The only caution is to choose white pants that aren’t see through–some are a bit more opaque or are lined to the knee. If you have doubts, check out our article on how to wear white, which includes how to keep your whites clean. And, if you truly can’t see yourself in white pants, you have our permission to wear off-white instead!

IAmGalla pairing a tucked in subtle pink shirt with white pants
IAmGalla pairing a tucked in subtle pink shirt with white pants and loafers

8. No-Show Socks

Gentleman’s Gazette readers will surely say no to going sockless with a suit, and some will definitely object to going sockless at all. That’s why we sing the virtues of no-show socks or “socklets” that end below the ankles and make it look like you have bare feet. These are perfect for casual shoes and loafers, as they allow you to get some air on your ankles and forego wrapping your calves with another layer of heat-capturing fabric.

Be sure to choose “invisible socks” that are low cut enough not to peep out, like these, because some are more suited for sneakers and lace-up shoes rather than loafers or slip-ons. It won’t matter what color if they’re the right fit because they’ll remain hidden, but you can try versions that match the color of your shoes or your skin tone just to be safe. Ultimately though, their purpose is practical and sanitary, not to be seen.

No Show Socks
No show socks are essential for summer

9. Loafers

Without question, the loafer is the perfect summer shoe, whether you get them in the form of a tassel loafer, penny loafer or other variation. Espadrilles, boat shoes or moccasins are great for casual wear when its hot and you’re at the beach, on a cruise or taking a Sunday drive respectively, but they’re neither as durable nor as versatile as loafers. You can wear them equally well sans jacket as with a summer sport coat as they straddle the boundary between the formal and casual.

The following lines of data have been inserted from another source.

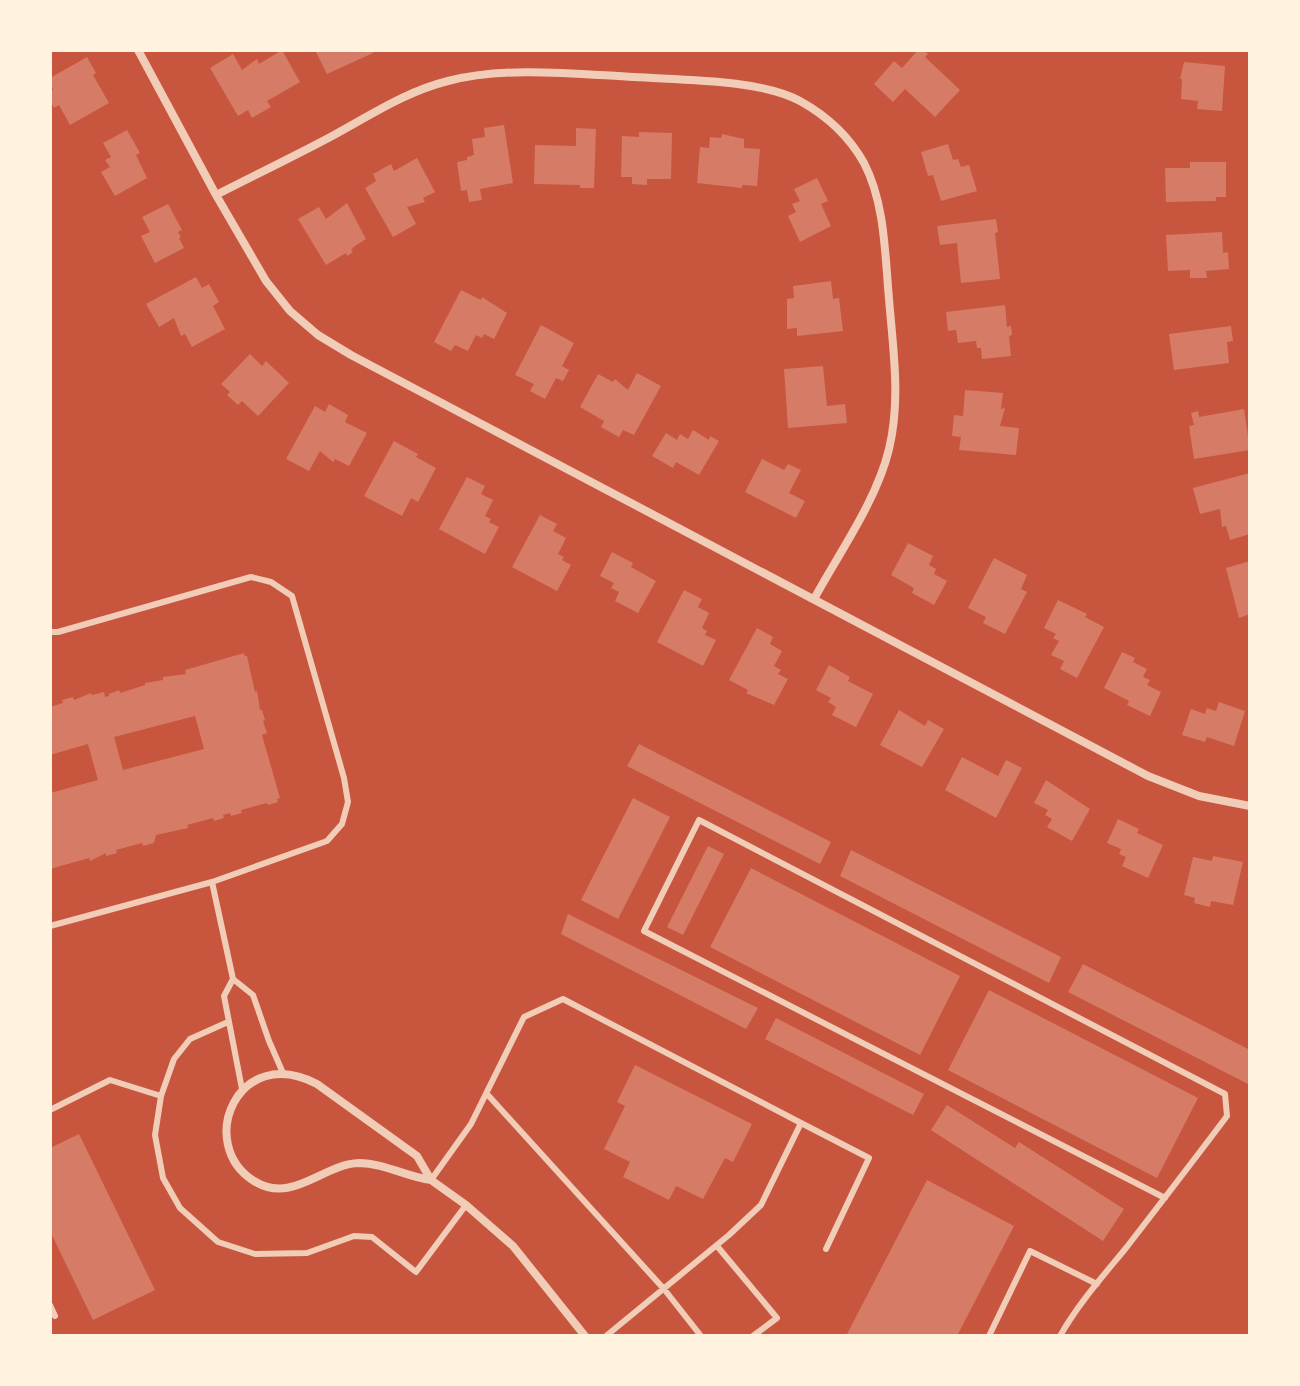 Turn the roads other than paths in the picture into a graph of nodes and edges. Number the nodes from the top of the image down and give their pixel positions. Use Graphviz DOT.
graph roads {
  1 [pos="138,50"];
  2 [pos="216,195"];
  3 [pos="814,599"];
  4 [pos="50,632"];
  5 [pos="1250,806"];
  6 [pos="212,882"];
  7 [pos="50,926"];
  8 [pos="233,979"];
  9 [pos="228,1022"];
  10 [pos="283,1073"];
  11 [pos="242,1089"];
  12 [pos="487,1094"];
  13 [pos="161,1096"];
  14 [pos="50,1110"];
  15 [pos="801,1123"];
  16 [pos="431,1180"];
  17 [pos="1165,1198"];
  18 [pos="466,1205"];
  19 [pos="717,1246"];
  20 [pos="826,1249"];
  21 [pos="1097,1284"];
  22 [pos="664,1289"];
  23 [pos="50,1305"];
  24 [pos="55,1316"];
  25 [pos="585,1336"];
  26 [pos="606,1336"];
  27 [pos="701,1336"];
  28 [pos="753,1336"];
  29 [pos="989,1336"];
  30 [pos="1060,1336"];
  1 -- 2 [label="street"];
  2 -- 3 [label="street"];
  2 -- 3 [label="street"];
  3 -- 5 [label="street"];
  4 -- 6 [label="lane"];
  6 -- 7 [label="lane"];
  6 -- 8 [label="lane"];
  8 -- 9 [label="lane"];
  8 -- 10 [label="lane"];
  9 -- 11 [label="lane"];
  9 -- 13 [label="lane"];
  10 -- 11 [label="street"];
  10 -- 16 [label="street"];
  11 -- 16 [label="street"];
  12 -- 15 [label="lane"];
  12 -- 16 [label="lane"];
  12 -- 22 [label="lane"];
  13 -- 14 [label="lane"];
  13 -- 18 [label="lane"];
  15 -- 19 [label="lane"];
  15 -- 20 [label="lane"];
  16 -- 18 [label="street"];
  17 -- 17 [label="lane"];
  17 -- 21 [label="lane"];
  18 -- 25 [label="street"];
  19 -- 22 [label="lane"];
  19 -- 28 [label="lane"];
  21 -- 29 [label="lane"];
  21 -- 30 [label="lane"];
  22 -- 26 [label="lane"];
  22 -- 27 [label="lane"];
  23 -- 24 [label="lane"];
} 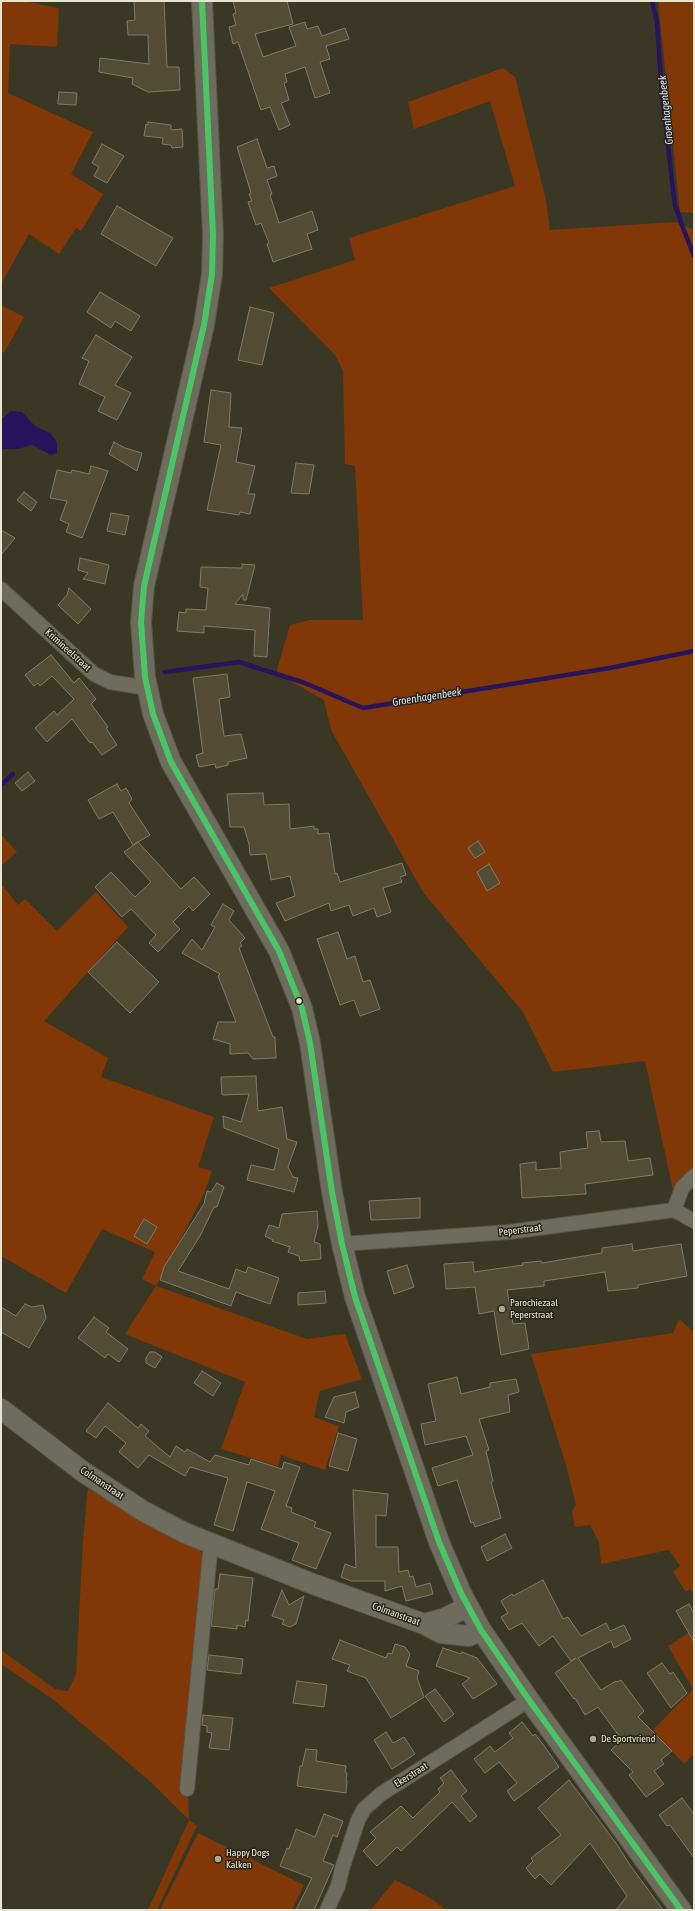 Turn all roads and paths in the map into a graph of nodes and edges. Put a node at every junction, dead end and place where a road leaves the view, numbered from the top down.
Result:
1 (202, 1) edge
2 (1, 588) edge
3 (147, 688) junction
4 (694, 1176) edge
5 (674, 1210) junction
6 (694, 1221) edge
7 (342, 1244) junction
8 (1, 1409) edge
9 (211, 1543) junction
10 (467, 1607) junction
11 (424, 1624) junction
12 (481, 1630) junction
13 (529, 1700) junction
14 (187, 1789) dead end
15 (327, 1910) edge
16 (680, 1910) edge

1 - 3 main road
2 - 3 street, Krimineelstraat
3 - 7 main road
4 - 5 street
5 - 6 street
5 - 7 street, Peperstraat
7 - 10 main road
8 - 9 main road, Colmanstraat
9 - 11 main road, Colmanstraat
9 - 14 street
10 - 11 main road, Colmanstraat
10 - 12 main road
11 - 12 main road, Colmanstraat
12 - 13 main road
13 - 15 street, Ekerstraat
13 - 16 main road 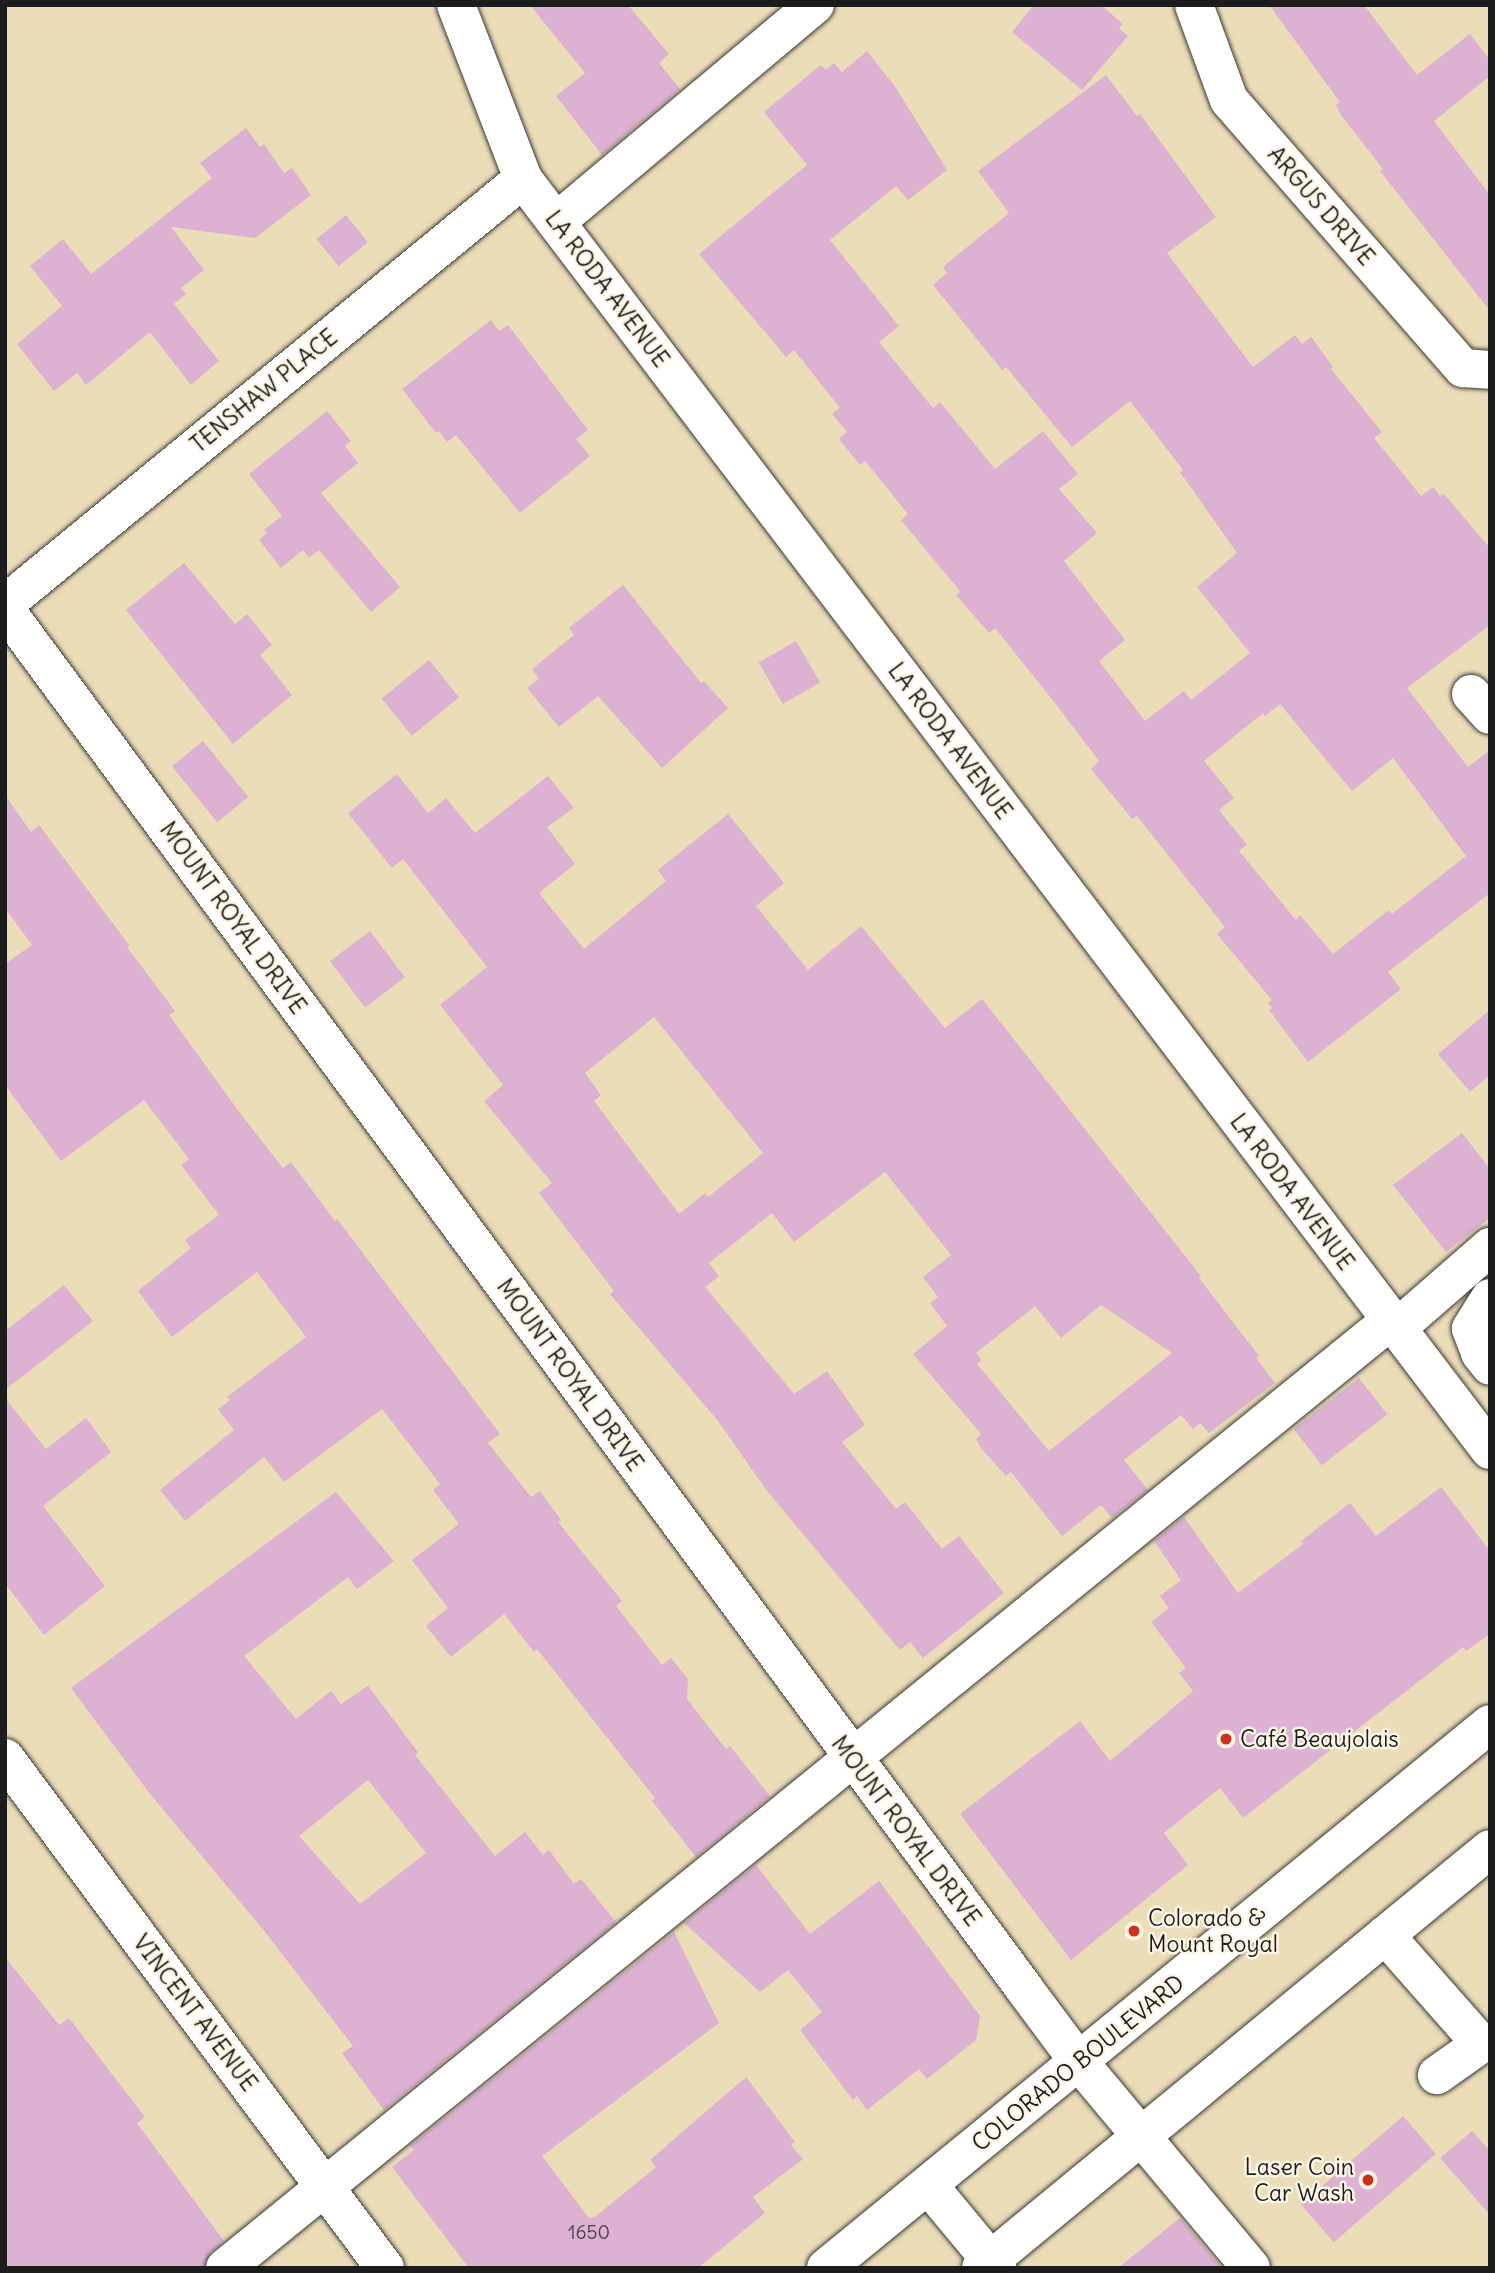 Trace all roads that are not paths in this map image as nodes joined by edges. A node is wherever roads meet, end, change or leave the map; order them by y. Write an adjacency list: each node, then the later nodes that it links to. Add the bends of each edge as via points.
1 (456, 5): 4 (street, LA RODA AVENUE)
2 (815, 5): 5 (street)
3 (1194, 5): 6 (street, ARGUS DRIVE, via 1228,100 1463,368)
4 (523, 179): 5 (street, LA RODA AVENUE); 7 (street, TENSHAW PLACE)
5 (556, 222): 10 (street, LA RODA AVENUE)
6 (1490, 370)
7 (5, 606): 15 (street, MOUNT ROYAL DRIVE)
8 (1490, 1247): 10 (street)
9 (1490, 1298): 11 (street, via 1471,1329)
10 (1393, 1325): 12 (street, LA RODA AVENUE); 15 (street)
11 (1490, 1366)
12 (1490, 1450)
13 (1490, 1724): 19 (street, COLORADO BOULEVARD)
14 (5, 1758): 23 (street, VINCENT AVENUE)
15 (851, 1758): 19 (street, MOUNT ROYAL DRIVE); 23 (street)
16 (1490, 1849): 17 (street)
17 (1385, 1935): 18 (street); 21 (street)
18 (1485, 2039): 20 (street)
19 (1079, 2062): 21 (street, MOUNT ROYAL DRIVE); 22 (street, COLORADO BOULEVARD)
20 (1437, 2076)
21 (1140, 2137): 24 (street); 28 (street, MOUNT ROYAL DRIVE)
22 (929, 2186): 24 (street); 27 (street, COLORADO BOULEVARD)
23 (326, 2189): 25 (street); 26 (street, VINCENT AVENUE)
24 (989, 2265)
25 (225, 2268)
26 (385, 2268)
27 (826, 2268)
28 (1251, 2268)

You can wear loafers with regular socks in a business setting or with the aforementioned no-show versions on a weekend to keep your ankles cool. You can choose loafers that are more structured in calf leather for formality or unstructured suede for a relaxed appearance. Best of all, you can do a regular amount of walking in a loafer that you can’t achieve with other summer shoes.

Pedro Mendes wearing a blazer with patch pockets, Madras tie, Panama hat and tassel loafers
Pedro Mendes wearing a blazer with patch pockets, Madras tie, Panama hat and tassel loafers

10. Stylish Swim Shorts

Let me begin by saying straight away that I’ve not worn shorts since elementary school, probably because I have skinny legs; I also don’t swim. Stylish gents will have few opportunities to wear shorts, but if summer for you means trips to the beach or dips in the pool, swim shorts or trunks are a must-have. Sure, you can pick up a cheap pair from Target for splashing around your own backyard, but if you’re staying at a resort or luxury hotel or vacationing on the Riviera, you’ll need something more stylish. And, in fact, menswear boutiques will often have something different, like swim shorts with side adjusters and a flattering higher rise similar to what you’d look for in a full-length pair of pants!

Stylish swim shorts with side adjusters
Alban swim shorts from Berg&Berg featuring a higher rise and side adjusters

Conclusion

Inevitably, lists of “must-haves” and staple seasonal items will hit the mark with some definite essentials, but every individual is different in terms of needs and tastes. With this in mind, we hope to have laid the groundwork with menswear items you can use in the summer. Did we miss anything? Let us know in the comments section.

Reader Comments

  1. Some great pics of Sven and would love to see more 30’s men’s fashion illos. Great job vie immer.

  2. I’d suggest a map case bag as well. Nothing ruins the look of your pants then having a wallet, phone, and/or keys bulging in the pockets. A map case bag works beautifully as a side bag for work or casual affairs. Mine is khaki canvass I bought from the Strand Bookstore in NYC, so it has the Strand logo on the side. Give me a little personal flair with the bag.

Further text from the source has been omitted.